Segment Open

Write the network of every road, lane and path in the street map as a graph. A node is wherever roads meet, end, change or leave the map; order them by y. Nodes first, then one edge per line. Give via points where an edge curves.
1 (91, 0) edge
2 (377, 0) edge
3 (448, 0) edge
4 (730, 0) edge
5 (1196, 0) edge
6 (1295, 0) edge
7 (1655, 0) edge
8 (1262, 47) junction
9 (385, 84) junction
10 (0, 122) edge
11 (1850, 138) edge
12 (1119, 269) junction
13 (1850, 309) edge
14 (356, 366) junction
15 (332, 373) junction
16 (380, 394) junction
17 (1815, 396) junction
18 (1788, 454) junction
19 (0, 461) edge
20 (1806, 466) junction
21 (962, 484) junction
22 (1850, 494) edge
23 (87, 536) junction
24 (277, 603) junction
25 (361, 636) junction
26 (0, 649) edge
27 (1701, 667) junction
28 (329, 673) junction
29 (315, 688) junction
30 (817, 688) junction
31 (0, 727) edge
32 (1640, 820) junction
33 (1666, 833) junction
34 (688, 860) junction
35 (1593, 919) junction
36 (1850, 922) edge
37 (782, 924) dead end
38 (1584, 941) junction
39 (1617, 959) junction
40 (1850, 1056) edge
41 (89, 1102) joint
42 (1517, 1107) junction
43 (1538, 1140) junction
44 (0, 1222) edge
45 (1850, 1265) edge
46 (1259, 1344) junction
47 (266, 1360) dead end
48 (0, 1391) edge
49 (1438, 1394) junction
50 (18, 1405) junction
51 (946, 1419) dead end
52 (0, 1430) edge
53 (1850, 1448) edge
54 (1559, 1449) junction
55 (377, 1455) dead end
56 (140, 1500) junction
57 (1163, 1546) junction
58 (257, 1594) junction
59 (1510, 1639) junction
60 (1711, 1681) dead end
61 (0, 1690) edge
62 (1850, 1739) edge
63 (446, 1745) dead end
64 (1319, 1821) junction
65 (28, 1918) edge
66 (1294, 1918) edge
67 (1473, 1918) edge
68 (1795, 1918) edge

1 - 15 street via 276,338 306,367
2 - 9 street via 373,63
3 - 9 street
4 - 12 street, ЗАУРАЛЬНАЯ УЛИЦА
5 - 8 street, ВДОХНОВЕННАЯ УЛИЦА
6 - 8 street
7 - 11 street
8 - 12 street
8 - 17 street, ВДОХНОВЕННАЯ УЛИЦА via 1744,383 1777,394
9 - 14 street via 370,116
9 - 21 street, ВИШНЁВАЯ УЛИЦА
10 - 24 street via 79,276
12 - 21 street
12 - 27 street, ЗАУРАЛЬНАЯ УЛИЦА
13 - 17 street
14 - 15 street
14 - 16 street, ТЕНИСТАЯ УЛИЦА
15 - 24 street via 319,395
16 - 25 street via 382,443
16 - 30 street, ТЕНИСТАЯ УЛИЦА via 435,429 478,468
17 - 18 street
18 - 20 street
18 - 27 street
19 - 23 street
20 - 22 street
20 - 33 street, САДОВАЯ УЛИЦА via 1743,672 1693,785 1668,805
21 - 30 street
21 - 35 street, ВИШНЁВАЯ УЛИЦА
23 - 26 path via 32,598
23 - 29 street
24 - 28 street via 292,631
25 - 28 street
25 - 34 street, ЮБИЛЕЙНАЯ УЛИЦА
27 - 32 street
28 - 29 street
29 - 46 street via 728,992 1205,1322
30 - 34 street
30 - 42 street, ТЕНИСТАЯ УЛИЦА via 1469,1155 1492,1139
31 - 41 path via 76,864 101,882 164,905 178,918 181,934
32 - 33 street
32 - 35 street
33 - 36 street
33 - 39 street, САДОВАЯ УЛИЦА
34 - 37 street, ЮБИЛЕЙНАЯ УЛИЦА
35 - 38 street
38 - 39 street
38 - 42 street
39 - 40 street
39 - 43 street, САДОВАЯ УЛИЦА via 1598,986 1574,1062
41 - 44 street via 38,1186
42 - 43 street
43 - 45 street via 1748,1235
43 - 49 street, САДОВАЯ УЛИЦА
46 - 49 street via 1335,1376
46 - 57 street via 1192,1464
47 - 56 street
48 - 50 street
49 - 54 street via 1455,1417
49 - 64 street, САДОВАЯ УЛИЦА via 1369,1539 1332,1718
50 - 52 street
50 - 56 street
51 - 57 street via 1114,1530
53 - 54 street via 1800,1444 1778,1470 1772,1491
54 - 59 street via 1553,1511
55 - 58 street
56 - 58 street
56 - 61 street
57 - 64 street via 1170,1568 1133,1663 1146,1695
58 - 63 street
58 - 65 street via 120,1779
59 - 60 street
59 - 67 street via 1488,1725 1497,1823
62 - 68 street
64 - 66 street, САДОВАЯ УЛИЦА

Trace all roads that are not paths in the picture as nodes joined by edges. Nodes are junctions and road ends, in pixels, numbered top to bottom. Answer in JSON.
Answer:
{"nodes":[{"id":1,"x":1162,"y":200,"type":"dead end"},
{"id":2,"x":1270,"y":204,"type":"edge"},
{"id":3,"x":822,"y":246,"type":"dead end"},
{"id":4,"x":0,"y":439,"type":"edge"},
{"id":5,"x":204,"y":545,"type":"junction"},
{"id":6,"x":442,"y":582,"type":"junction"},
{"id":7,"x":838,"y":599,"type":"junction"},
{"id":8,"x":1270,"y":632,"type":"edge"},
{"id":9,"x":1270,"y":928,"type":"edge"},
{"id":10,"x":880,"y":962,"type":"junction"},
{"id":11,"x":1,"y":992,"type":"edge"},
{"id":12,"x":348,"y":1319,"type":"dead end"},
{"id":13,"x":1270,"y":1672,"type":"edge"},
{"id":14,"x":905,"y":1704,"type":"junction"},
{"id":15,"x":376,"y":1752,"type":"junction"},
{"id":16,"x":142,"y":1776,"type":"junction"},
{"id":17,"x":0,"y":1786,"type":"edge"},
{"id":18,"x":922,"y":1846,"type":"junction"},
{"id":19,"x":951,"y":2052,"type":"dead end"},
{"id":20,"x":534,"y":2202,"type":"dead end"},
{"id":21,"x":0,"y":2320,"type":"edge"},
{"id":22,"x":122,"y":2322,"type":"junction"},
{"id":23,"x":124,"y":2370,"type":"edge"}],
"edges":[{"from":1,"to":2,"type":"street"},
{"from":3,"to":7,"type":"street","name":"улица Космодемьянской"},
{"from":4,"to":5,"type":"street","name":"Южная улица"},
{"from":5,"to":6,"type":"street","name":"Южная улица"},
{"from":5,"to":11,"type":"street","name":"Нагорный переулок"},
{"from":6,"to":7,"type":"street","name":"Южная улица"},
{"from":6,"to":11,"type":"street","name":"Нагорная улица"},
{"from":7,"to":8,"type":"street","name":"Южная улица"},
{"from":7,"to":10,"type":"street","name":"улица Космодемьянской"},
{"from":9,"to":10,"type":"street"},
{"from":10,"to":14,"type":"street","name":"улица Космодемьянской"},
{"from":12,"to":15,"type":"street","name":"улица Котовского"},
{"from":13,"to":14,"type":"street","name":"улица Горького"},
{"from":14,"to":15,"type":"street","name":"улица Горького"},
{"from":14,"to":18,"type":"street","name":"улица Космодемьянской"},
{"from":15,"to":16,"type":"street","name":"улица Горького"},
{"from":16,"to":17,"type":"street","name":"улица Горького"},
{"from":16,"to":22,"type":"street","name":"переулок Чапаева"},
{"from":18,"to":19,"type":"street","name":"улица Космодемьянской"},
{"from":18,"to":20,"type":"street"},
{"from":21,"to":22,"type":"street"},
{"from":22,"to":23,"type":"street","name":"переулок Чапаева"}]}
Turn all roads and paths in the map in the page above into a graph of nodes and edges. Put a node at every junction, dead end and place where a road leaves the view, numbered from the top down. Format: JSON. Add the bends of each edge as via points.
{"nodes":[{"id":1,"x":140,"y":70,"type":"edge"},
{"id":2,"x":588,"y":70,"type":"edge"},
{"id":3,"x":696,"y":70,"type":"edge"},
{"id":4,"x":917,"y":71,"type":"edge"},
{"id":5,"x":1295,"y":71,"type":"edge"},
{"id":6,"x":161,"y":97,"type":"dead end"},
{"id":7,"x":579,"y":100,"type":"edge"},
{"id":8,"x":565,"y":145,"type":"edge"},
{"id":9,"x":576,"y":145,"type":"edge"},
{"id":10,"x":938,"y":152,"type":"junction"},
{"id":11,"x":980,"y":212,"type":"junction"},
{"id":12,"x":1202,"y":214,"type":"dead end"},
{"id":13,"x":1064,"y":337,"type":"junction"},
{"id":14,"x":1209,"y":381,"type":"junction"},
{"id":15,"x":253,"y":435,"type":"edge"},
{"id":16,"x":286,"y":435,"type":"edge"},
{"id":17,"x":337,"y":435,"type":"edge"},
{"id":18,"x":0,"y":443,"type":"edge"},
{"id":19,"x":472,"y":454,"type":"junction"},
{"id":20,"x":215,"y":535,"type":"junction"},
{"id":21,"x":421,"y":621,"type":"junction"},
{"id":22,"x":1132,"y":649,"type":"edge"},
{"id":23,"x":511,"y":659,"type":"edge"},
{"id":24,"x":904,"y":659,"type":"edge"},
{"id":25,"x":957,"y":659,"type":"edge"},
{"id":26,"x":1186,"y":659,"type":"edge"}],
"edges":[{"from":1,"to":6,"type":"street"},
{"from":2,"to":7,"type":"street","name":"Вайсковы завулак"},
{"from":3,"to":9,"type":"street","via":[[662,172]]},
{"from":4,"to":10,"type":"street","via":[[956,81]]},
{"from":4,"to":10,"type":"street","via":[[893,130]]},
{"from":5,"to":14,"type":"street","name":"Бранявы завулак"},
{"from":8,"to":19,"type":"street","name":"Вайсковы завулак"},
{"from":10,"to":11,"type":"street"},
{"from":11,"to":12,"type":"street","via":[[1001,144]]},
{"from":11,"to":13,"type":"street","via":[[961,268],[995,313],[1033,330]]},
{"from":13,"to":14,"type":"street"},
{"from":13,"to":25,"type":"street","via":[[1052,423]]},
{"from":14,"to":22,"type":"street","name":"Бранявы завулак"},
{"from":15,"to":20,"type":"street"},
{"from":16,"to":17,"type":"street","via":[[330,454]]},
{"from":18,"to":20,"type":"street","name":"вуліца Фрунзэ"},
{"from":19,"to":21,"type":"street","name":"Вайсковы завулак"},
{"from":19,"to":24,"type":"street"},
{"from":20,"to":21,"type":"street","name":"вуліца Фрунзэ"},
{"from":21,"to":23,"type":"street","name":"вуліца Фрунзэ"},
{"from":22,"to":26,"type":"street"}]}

Segment Closed

What to work on:
Your answer must consist of every line in the listing that contains "ТЕНИСТАЯ".

Exercise result:
14 - 16 street, ТЕНИСТАЯ УЛИЦА
16 - 30 street, ТЕНИСТАЯ УЛИЦА via 435,429 478,468
30 - 42 street, ТЕНИСТАЯ УЛИЦА via 1469,1155 1492,1139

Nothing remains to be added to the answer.